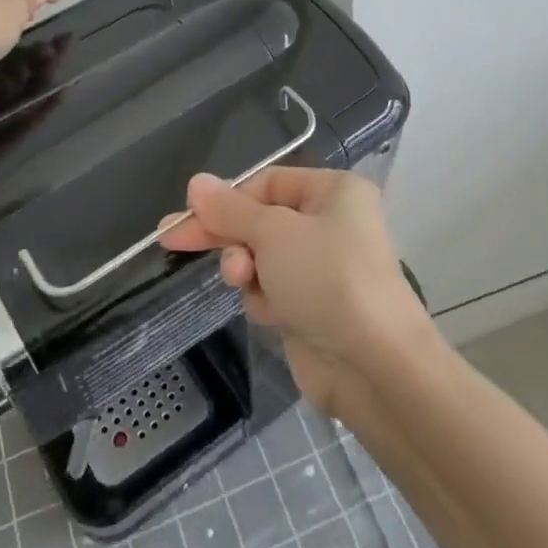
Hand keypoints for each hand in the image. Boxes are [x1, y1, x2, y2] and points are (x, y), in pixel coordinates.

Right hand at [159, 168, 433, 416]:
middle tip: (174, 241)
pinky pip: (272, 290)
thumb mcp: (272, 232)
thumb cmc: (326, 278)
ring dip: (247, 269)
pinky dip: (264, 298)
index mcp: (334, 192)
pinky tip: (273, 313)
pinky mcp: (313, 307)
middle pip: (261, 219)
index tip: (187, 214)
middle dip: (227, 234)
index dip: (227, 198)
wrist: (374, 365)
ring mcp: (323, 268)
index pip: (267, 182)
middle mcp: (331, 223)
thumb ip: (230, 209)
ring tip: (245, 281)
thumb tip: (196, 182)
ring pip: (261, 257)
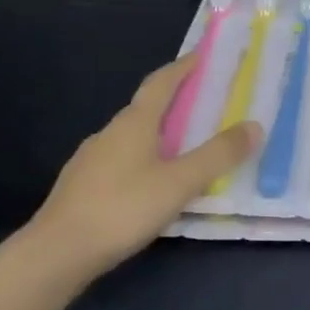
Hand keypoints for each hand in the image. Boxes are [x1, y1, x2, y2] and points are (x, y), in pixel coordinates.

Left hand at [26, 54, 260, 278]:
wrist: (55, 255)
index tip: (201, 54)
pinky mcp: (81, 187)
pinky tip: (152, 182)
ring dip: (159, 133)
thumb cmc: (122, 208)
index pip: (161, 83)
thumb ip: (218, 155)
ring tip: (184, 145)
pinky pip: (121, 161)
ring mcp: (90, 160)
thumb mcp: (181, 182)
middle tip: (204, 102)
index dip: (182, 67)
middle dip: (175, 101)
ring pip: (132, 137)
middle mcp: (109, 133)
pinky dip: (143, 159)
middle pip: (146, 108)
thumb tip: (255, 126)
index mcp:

________________________

Reproduce every line in the records above that contains the word "ring".

> EXERCISE RESULT
ring dip: (247, 269)
ring mcp: (323, 268)
ring tip: (245, 281)
ring pip: (261, 257)
ring dip: (159, 133)
ring tip: (184, 145)
ring mcp: (90, 160)
ring pip: (132, 137)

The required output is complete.